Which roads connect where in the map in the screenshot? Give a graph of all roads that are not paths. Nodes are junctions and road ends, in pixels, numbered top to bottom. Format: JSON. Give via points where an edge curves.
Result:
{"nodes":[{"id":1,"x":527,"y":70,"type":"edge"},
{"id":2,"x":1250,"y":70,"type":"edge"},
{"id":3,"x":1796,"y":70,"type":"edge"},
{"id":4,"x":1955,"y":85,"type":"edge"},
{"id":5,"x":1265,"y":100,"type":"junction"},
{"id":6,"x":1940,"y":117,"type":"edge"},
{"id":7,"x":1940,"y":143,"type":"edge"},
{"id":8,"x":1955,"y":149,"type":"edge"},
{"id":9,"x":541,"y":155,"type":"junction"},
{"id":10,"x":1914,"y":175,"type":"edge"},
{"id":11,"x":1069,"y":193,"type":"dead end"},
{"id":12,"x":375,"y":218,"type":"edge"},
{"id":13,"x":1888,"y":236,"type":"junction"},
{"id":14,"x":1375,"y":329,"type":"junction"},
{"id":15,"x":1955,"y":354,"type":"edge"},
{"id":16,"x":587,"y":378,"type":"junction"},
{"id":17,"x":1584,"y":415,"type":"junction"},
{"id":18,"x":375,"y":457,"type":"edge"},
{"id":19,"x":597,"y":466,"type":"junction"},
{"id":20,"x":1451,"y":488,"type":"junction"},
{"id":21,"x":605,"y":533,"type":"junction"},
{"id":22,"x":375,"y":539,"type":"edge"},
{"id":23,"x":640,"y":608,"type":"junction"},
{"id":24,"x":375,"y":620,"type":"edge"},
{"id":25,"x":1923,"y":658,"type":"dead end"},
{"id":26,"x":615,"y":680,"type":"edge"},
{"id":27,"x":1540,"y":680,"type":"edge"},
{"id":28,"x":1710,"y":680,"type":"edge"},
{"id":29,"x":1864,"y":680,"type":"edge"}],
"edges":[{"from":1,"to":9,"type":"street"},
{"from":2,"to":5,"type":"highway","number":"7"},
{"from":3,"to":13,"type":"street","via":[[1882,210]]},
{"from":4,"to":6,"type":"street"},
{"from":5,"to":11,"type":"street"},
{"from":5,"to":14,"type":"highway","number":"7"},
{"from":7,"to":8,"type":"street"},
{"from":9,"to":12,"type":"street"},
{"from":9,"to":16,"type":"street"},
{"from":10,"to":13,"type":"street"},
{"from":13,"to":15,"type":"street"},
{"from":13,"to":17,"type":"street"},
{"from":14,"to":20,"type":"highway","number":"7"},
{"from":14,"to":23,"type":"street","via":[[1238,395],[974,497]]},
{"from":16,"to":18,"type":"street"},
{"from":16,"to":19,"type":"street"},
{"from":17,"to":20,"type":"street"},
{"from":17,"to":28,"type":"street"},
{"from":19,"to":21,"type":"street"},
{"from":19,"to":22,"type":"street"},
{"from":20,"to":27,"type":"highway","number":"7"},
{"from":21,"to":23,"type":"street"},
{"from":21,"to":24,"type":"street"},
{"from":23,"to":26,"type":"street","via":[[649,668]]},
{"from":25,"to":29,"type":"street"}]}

**What the exercise asks**
Search the entries for the word "highway", then copy every line in which it is found.

**Output of the exercise**
{"from":2,"to":5,"type":"highway","number":"7"},
{"from":5,"to":14,"type":"highway","number":"7"},
{"from":14,"to":20,"type":"highway","number":"7"},
{"from":20,"to":27,"type":"highway","number":"7"},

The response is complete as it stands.